What is required:
Find every line of the records that has "links" and return it.

Records for processing:
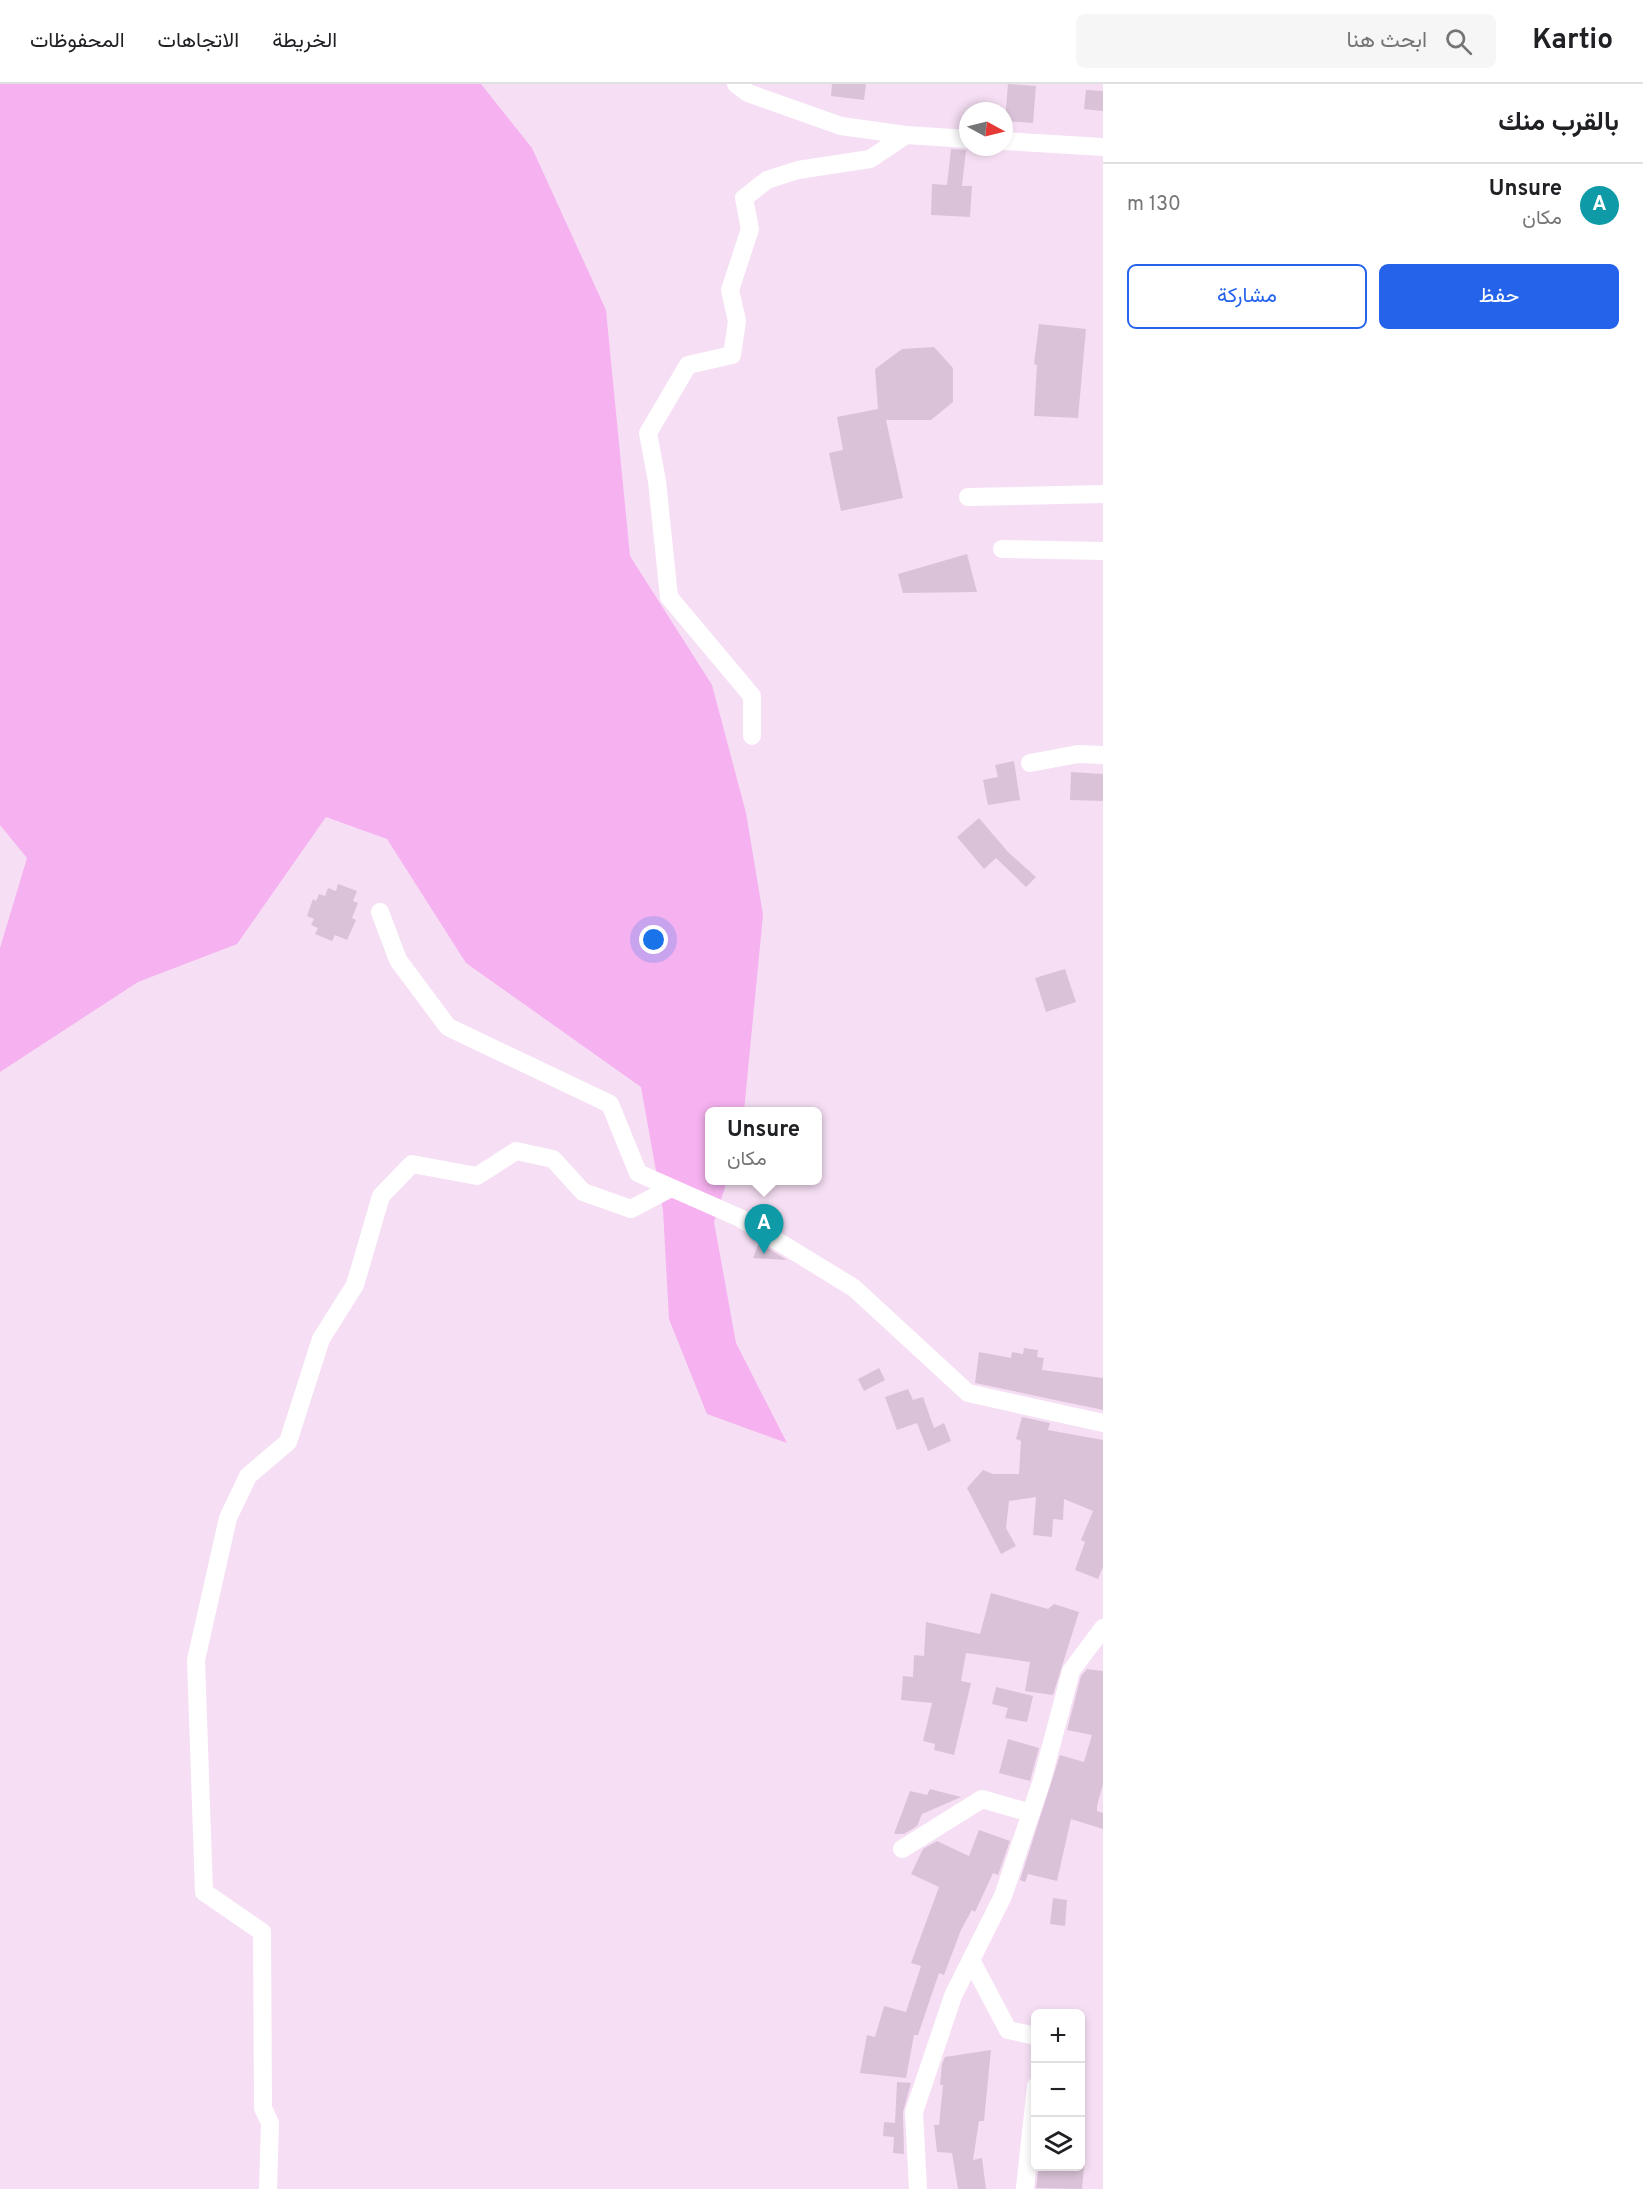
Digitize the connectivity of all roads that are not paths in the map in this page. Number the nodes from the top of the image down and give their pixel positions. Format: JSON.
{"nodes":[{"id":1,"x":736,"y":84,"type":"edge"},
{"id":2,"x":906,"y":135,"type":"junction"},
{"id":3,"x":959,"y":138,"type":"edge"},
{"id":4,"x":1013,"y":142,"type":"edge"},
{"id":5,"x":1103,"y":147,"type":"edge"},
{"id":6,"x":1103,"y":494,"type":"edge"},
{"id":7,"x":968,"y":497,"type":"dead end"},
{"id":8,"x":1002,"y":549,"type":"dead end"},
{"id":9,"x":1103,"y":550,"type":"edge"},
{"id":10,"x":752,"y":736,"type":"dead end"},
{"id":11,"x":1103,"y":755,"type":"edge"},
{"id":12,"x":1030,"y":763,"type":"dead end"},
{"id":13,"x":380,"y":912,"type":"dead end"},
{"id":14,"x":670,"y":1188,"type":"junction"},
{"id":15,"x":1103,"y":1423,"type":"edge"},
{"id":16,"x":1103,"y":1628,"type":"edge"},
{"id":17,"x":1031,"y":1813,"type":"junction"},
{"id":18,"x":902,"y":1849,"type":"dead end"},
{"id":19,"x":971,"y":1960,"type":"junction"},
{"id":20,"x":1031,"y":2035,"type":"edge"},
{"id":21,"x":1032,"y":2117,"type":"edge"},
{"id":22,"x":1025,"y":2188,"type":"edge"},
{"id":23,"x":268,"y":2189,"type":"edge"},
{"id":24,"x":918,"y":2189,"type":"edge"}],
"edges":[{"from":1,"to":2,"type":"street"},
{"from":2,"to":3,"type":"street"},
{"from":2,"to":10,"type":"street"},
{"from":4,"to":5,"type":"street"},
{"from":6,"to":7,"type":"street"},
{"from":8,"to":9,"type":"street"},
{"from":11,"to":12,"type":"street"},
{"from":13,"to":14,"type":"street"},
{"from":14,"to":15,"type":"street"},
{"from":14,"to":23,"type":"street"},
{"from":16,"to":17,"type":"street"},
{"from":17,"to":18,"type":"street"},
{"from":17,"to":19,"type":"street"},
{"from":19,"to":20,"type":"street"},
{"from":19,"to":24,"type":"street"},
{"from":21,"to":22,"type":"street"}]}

...

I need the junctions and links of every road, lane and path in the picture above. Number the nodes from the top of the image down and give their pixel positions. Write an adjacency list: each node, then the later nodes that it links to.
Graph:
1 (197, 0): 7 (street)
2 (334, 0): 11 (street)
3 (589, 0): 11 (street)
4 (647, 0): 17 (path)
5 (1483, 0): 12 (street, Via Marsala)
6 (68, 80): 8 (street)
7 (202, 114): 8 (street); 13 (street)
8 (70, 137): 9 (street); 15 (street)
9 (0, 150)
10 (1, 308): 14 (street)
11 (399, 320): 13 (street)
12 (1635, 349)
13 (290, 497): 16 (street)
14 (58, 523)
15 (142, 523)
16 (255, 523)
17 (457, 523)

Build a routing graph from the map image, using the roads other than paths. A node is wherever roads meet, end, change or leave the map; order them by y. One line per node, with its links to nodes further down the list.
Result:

Solved exercise:
I need the junctions and links of every road, lane and path in the picture above. Number the nodes from the top of the image down and give their pixel positions. Write an adjacency list: each node, then the later nodes that it links to.
Build a routing graph from the map image, using the roads other than paths. A node is wherever roads meet, end, change or leave the map; order them by y. One line per node, with its links to nodes further down the list.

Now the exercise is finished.